REQUIREMENT
Could you return every record below exactly as it stands, leaving out the pictures?

++++++

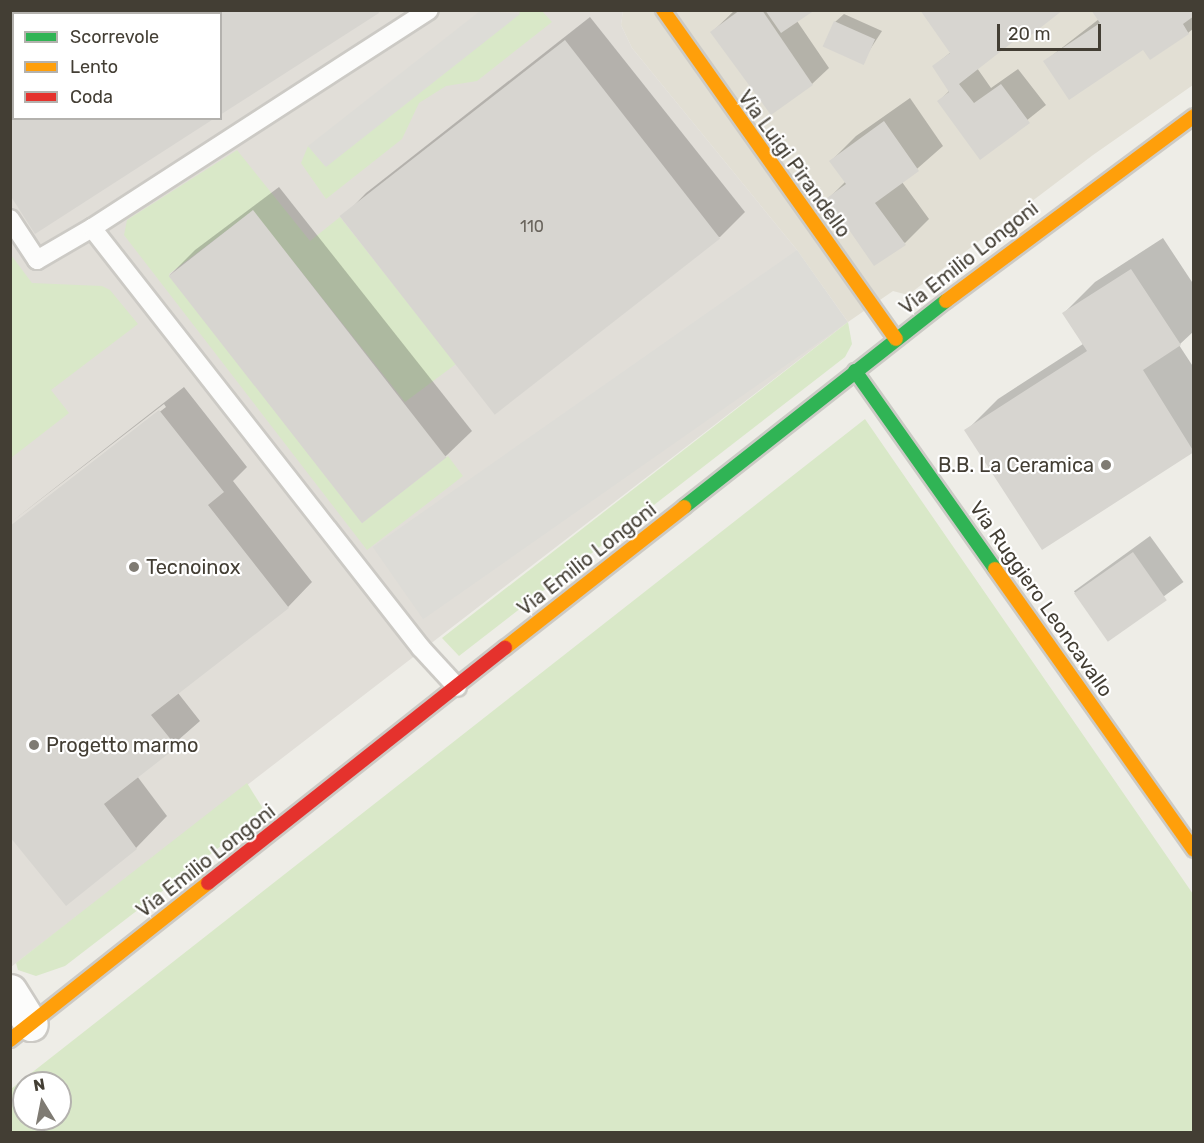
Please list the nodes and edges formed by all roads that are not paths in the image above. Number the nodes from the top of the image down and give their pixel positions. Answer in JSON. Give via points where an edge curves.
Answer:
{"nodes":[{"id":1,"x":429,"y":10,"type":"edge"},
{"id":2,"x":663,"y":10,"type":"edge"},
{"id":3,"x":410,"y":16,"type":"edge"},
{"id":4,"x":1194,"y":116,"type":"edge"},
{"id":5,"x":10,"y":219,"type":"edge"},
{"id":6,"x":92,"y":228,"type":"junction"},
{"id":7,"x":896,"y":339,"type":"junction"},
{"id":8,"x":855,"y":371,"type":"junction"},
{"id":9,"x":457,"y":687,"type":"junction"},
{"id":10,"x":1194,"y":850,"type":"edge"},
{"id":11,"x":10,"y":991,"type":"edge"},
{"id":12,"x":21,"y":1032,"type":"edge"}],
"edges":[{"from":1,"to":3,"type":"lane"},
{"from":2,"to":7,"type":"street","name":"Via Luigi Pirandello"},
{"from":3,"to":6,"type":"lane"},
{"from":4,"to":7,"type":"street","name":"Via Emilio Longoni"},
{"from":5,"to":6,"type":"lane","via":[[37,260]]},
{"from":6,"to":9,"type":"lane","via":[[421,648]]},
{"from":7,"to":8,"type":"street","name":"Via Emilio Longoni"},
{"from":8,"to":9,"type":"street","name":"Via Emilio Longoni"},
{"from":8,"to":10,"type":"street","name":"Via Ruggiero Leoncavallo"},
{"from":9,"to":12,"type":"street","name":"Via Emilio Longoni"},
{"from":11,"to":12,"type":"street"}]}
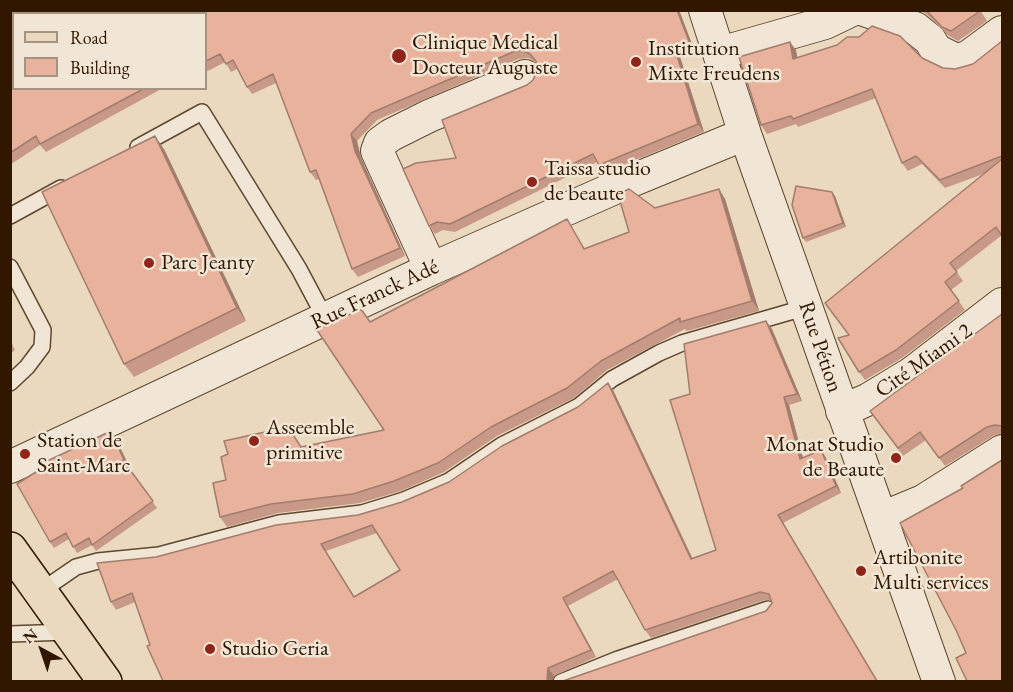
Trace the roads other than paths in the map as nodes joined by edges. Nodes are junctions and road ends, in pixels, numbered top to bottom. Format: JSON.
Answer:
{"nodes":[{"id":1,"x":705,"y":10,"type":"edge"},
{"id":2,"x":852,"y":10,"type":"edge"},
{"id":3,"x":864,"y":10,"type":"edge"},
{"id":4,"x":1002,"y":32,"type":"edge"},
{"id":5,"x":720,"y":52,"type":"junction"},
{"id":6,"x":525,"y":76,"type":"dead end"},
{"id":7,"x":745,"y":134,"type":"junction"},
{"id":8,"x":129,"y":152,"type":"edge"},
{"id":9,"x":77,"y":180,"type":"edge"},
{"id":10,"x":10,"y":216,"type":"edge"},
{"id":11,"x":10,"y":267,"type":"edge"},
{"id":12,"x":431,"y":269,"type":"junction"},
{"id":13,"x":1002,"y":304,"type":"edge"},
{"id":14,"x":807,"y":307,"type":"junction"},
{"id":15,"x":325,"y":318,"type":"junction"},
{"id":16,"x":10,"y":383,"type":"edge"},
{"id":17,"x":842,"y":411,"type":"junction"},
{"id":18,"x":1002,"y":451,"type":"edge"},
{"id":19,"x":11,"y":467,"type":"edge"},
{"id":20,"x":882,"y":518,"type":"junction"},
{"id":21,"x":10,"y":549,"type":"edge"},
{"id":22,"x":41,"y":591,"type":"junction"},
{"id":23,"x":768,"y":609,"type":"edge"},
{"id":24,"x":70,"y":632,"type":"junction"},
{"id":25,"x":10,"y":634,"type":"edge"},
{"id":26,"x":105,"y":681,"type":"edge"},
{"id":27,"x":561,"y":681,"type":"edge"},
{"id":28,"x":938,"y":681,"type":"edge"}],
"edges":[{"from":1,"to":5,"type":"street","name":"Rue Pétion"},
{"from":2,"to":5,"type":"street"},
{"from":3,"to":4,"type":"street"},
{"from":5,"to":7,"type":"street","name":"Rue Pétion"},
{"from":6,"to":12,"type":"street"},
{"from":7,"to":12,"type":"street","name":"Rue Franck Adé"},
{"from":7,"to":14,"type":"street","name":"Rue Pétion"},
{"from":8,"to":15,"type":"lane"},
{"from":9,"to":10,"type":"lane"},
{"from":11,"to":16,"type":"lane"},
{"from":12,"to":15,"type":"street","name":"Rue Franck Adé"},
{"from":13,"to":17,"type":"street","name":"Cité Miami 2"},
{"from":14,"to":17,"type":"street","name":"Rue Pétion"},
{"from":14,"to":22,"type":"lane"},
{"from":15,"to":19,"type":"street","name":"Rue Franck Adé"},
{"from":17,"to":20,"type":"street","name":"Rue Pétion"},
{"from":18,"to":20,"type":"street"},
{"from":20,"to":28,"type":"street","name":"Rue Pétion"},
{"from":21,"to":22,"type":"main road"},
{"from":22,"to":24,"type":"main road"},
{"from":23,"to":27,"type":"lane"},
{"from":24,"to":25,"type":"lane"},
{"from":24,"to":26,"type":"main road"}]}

++++++

RESPONSE AREA
Please list the nodes and edges formed by all roads that are not paths in the image above. Number the nodes from the top of the image down and give their pixel positions. Answer in JSON. Give via points where an edge curves.
Answer:
{"nodes":[{"id":1,"x":429,"y":10,"type":"edge"},
{"id":2,"x":663,"y":10,"type":"edge"},
{"id":3,"x":410,"y":16,"type":"edge"},
{"id":4,"x":1194,"y":116,"type":"edge"},
{"id":5,"x":10,"y":219,"type":"edge"},
{"id":6,"x":92,"y":228,"type":"junction"},
{"id":7,"x":896,"y":339,"type":"junction"},
{"id":8,"x":855,"y":371,"type":"junction"},
{"id":9,"x":457,"y":687,"type":"junction"},
{"id":10,"x":1194,"y":850,"type":"edge"},
{"id":11,"x":10,"y":991,"type":"edge"},
{"id":12,"x":21,"y":1032,"type":"edge"}],
"edges":[{"from":1,"to":3,"type":"lane"},
{"from":2,"to":7,"type":"street","name":"Via Luigi Pirandello"},
{"from":3,"to":6,"type":"lane"},
{"from":4,"to":7,"type":"street","name":"Via Emilio Longoni"},
{"from":5,"to":6,"type":"lane","via":[[37,260]]},
{"from":6,"to":9,"type":"lane","via":[[421,648]]},
{"from":7,"to":8,"type":"street","name":"Via Emilio Longoni"},
{"from":8,"to":9,"type":"street","name":"Via Emilio Longoni"},
{"from":8,"to":10,"type":"street","name":"Via Ruggiero Leoncavallo"},
{"from":9,"to":12,"type":"street","name":"Via Emilio Longoni"},
{"from":11,"to":12,"type":"street"}]}
Trace the roads other than paths in the map as nodes joined by edges. Nodes are junctions and road ends, in pixels, numbered top to bottom. Format: JSON.
Answer:
{"nodes":[{"id":1,"x":705,"y":10,"type":"edge"},
{"id":2,"x":852,"y":10,"type":"edge"},
{"id":3,"x":864,"y":10,"type":"edge"},
{"id":4,"x":1002,"y":32,"type":"edge"},
{"id":5,"x":720,"y":52,"type":"junction"},
{"id":6,"x":525,"y":76,"type":"dead end"},
{"id":7,"x":745,"y":134,"type":"junction"},
{"id":8,"x":129,"y":152,"type":"edge"},
{"id":9,"x":77,"y":180,"type":"edge"},
{"id":10,"x":10,"y":216,"type":"edge"},
{"id":11,"x":10,"y":267,"type":"edge"},
{"id":12,"x":431,"y":269,"type":"junction"},
{"id":13,"x":1002,"y":304,"type":"edge"},
{"id":14,"x":807,"y":307,"type":"junction"},
{"id":15,"x":325,"y":318,"type":"junction"},
{"id":16,"x":10,"y":383,"type":"edge"},
{"id":17,"x":842,"y":411,"type":"junction"},
{"id":18,"x":1002,"y":451,"type":"edge"},
{"id":19,"x":11,"y":467,"type":"edge"},
{"id":20,"x":882,"y":518,"type":"junction"},
{"id":21,"x":10,"y":549,"type":"edge"},
{"id":22,"x":41,"y":591,"type":"junction"},
{"id":23,"x":768,"y":609,"type":"edge"},
{"id":24,"x":70,"y":632,"type":"junction"},
{"id":25,"x":10,"y":634,"type":"edge"},
{"id":26,"x":105,"y":681,"type":"edge"},
{"id":27,"x":561,"y":681,"type":"edge"},
{"id":28,"x":938,"y":681,"type":"edge"}],
"edges":[{"from":1,"to":5,"type":"street","name":"Rue Pétion"},
{"from":2,"to":5,"type":"street"},
{"from":3,"to":4,"type":"street"},
{"from":5,"to":7,"type":"street","name":"Rue Pétion"},
{"from":6,"to":12,"type":"street"},
{"from":7,"to":12,"type":"street","name":"Rue Franck Adé"},
{"from":7,"to":14,"type":"street","name":"Rue Pétion"},
{"from":8,"to":15,"type":"lane"},
{"from":9,"to":10,"type":"lane"},
{"from":11,"to":16,"type":"lane"},
{"from":12,"to":15,"type":"street","name":"Rue Franck Adé"},
{"from":13,"to":17,"type":"street","name":"Cité Miami 2"},
{"from":14,"to":17,"type":"street","name":"Rue Pétion"},
{"from":14,"to":22,"type":"lane"},
{"from":15,"to":19,"type":"street","name":"Rue Franck Adé"},
{"from":17,"to":20,"type":"street","name":"Rue Pétion"},
{"from":18,"to":20,"type":"street"},
{"from":20,"to":28,"type":"street","name":"Rue Pétion"},
{"from":21,"to":22,"type":"main road"},
{"from":22,"to":24,"type":"main road"},
{"from":23,"to":27,"type":"lane"},
{"from":24,"to":25,"type":"lane"},
{"from":24,"to":26,"type":"main road"}]}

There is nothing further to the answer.